#### [INSTRUCTIONS FOR THE TASK]
Copy the records below character for character.

#### [TASK INPUT]
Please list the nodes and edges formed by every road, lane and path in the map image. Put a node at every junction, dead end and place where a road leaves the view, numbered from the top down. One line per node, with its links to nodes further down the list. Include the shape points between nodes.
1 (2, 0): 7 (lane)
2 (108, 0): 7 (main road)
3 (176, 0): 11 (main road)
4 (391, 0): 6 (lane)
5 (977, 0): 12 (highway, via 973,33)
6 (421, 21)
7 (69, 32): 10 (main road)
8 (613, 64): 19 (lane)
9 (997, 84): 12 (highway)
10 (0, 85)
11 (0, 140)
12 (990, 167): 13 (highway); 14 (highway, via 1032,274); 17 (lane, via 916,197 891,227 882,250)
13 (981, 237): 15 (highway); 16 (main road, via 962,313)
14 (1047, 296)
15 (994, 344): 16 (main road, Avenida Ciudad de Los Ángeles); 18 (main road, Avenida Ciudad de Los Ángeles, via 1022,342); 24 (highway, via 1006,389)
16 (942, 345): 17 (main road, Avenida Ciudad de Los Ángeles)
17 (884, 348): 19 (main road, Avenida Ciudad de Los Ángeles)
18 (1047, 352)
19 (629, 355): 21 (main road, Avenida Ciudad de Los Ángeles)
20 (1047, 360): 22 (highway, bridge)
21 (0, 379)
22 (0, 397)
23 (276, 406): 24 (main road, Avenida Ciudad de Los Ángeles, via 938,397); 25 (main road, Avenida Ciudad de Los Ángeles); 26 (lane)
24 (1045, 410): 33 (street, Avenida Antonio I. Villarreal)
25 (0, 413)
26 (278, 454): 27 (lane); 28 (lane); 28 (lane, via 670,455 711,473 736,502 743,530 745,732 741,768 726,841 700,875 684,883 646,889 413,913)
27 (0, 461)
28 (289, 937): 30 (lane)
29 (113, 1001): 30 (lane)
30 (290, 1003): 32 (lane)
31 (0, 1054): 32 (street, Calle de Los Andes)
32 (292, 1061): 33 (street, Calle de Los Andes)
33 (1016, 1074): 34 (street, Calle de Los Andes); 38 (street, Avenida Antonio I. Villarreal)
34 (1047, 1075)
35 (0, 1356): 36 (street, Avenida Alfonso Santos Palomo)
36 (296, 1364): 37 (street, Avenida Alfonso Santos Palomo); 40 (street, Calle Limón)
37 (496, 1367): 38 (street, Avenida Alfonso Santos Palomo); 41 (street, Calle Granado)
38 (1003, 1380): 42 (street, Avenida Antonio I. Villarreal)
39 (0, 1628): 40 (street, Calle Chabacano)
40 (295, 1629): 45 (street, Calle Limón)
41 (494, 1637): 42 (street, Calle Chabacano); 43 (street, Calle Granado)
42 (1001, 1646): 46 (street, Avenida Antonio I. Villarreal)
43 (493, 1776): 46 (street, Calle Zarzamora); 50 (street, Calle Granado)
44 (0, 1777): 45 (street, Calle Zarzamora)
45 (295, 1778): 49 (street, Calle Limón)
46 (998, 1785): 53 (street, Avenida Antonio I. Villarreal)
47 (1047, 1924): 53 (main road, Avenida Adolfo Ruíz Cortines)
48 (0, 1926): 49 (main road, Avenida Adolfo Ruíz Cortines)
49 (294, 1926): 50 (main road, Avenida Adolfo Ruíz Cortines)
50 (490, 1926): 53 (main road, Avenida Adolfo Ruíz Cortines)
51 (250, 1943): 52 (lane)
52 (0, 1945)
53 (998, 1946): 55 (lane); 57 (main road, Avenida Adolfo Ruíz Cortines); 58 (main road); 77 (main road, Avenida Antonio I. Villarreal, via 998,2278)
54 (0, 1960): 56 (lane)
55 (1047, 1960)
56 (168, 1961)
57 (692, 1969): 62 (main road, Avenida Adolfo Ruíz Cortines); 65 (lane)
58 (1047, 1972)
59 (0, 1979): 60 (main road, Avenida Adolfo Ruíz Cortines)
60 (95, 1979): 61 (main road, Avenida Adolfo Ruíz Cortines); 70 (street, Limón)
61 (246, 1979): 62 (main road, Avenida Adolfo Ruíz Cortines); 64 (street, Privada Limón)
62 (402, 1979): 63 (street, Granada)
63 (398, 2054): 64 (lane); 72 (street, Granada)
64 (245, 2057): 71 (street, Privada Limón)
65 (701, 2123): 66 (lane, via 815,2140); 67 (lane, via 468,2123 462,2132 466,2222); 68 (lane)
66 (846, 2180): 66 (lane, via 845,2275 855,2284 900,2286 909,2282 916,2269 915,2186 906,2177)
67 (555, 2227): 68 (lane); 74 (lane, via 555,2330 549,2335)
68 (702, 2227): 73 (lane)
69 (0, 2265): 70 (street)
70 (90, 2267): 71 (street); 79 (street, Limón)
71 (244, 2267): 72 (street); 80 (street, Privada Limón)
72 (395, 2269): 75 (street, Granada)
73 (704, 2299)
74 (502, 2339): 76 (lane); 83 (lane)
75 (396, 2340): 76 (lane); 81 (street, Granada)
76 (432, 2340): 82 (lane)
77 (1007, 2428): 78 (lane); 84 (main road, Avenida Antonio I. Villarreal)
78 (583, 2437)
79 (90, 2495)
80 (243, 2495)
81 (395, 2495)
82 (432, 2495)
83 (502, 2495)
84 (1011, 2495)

#### [FINISHED EXERCISE]
Please list the nodes and edges formed by every road, lane and path in the map image. Put a node at every junction, dead end and place where a road leaves the view, numbered from the top down. One line per node, with its links to nodes further down the list. Include the shape points between nodes.
1 (2, 0): 7 (lane)
2 (108, 0): 7 (main road)
3 (176, 0): 11 (main road)
4 (391, 0): 6 (lane)
5 (977, 0): 12 (highway, via 973,33)
6 (421, 21)
7 (69, 32): 10 (main road)
8 (613, 64): 19 (lane)
9 (997, 84): 12 (highway)
10 (0, 85)
11 (0, 140)
12 (990, 167): 13 (highway); 14 (highway, via 1032,274); 17 (lane, via 916,197 891,227 882,250)
13 (981, 237): 15 (highway); 16 (main road, via 962,313)
14 (1047, 296)
15 (994, 344): 16 (main road, Avenida Ciudad de Los Ángeles); 18 (main road, Avenida Ciudad de Los Ángeles, via 1022,342); 24 (highway, via 1006,389)
16 (942, 345): 17 (main road, Avenida Ciudad de Los Ángeles)
17 (884, 348): 19 (main road, Avenida Ciudad de Los Ángeles)
18 (1047, 352)
19 (629, 355): 21 (main road, Avenida Ciudad de Los Ángeles)
20 (1047, 360): 22 (highway, bridge)
21 (0, 379)
22 (0, 397)
23 (276, 406): 24 (main road, Avenida Ciudad de Los Ángeles, via 938,397); 25 (main road, Avenida Ciudad de Los Ángeles); 26 (lane)
24 (1045, 410): 33 (street, Avenida Antonio I. Villarreal)
25 (0, 413)
26 (278, 454): 27 (lane); 28 (lane); 28 (lane, via 670,455 711,473 736,502 743,530 745,732 741,768 726,841 700,875 684,883 646,889 413,913)
27 (0, 461)
28 (289, 937): 30 (lane)
29 (113, 1001): 30 (lane)
30 (290, 1003): 32 (lane)
31 (0, 1054): 32 (street, Calle de Los Andes)
32 (292, 1061): 33 (street, Calle de Los Andes)
33 (1016, 1074): 34 (street, Calle de Los Andes); 38 (street, Avenida Antonio I. Villarreal)
34 (1047, 1075)
35 (0, 1356): 36 (street, Avenida Alfonso Santos Palomo)
36 (296, 1364): 37 (street, Avenida Alfonso Santos Palomo); 40 (street, Calle Limón)
37 (496, 1367): 38 (street, Avenida Alfonso Santos Palomo); 41 (street, Calle Granado)
38 (1003, 1380): 42 (street, Avenida Antonio I. Villarreal)
39 (0, 1628): 40 (street, Calle Chabacano)
40 (295, 1629): 45 (street, Calle Limón)
41 (494, 1637): 42 (street, Calle Chabacano); 43 (street, Calle Granado)
42 (1001, 1646): 46 (street, Avenida Antonio I. Villarreal)
43 (493, 1776): 46 (street, Calle Zarzamora); 50 (street, Calle Granado)
44 (0, 1777): 45 (street, Calle Zarzamora)
45 (295, 1778): 49 (street, Calle Limón)
46 (998, 1785): 53 (street, Avenida Antonio I. Villarreal)
47 (1047, 1924): 53 (main road, Avenida Adolfo Ruíz Cortines)
48 (0, 1926): 49 (main road, Avenida Adolfo Ruíz Cortines)
49 (294, 1926): 50 (main road, Avenida Adolfo Ruíz Cortines)
50 (490, 1926): 53 (main road, Avenida Adolfo Ruíz Cortines)
51 (250, 1943): 52 (lane)
52 (0, 1945)
53 (998, 1946): 55 (lane); 57 (main road, Avenida Adolfo Ruíz Cortines); 58 (main road); 77 (main road, Avenida Antonio I. Villarreal, via 998,2278)
54 (0, 1960): 56 (lane)
55 (1047, 1960)
56 (168, 1961)
57 (692, 1969): 62 (main road, Avenida Adolfo Ruíz Cortines); 65 (lane)
58 (1047, 1972)
59 (0, 1979): 60 (main road, Avenida Adolfo Ruíz Cortines)
60 (95, 1979): 61 (main road, Avenida Adolfo Ruíz Cortines); 70 (street, Limón)
61 (246, 1979): 62 (main road, Avenida Adolfo Ruíz Cortines); 64 (street, Privada Limón)
62 (402, 1979): 63 (street, Granada)
63 (398, 2054): 64 (lane); 72 (street, Granada)
64 (245, 2057): 71 (street, Privada Limón)
65 (701, 2123): 66 (lane, via 815,2140); 67 (lane, via 468,2123 462,2132 466,2222); 68 (lane)
66 (846, 2180): 66 (lane, via 845,2275 855,2284 900,2286 909,2282 916,2269 915,2186 906,2177)
67 (555, 2227): 68 (lane); 74 (lane, via 555,2330 549,2335)
68 (702, 2227): 73 (lane)
69 (0, 2265): 70 (street)
70 (90, 2267): 71 (street); 79 (street, Limón)
71 (244, 2267): 72 (street); 80 (street, Privada Limón)
72 (395, 2269): 75 (street, Granada)
73 (704, 2299)
74 (502, 2339): 76 (lane); 83 (lane)
75 (396, 2340): 76 (lane); 81 (street, Granada)
76 (432, 2340): 82 (lane)
77 (1007, 2428): 78 (lane); 84 (main road, Avenida Antonio I. Villarreal)
78 (583, 2437)
79 (90, 2495)
80 (243, 2495)
81 (395, 2495)
82 (432, 2495)
83 (502, 2495)
84 (1011, 2495)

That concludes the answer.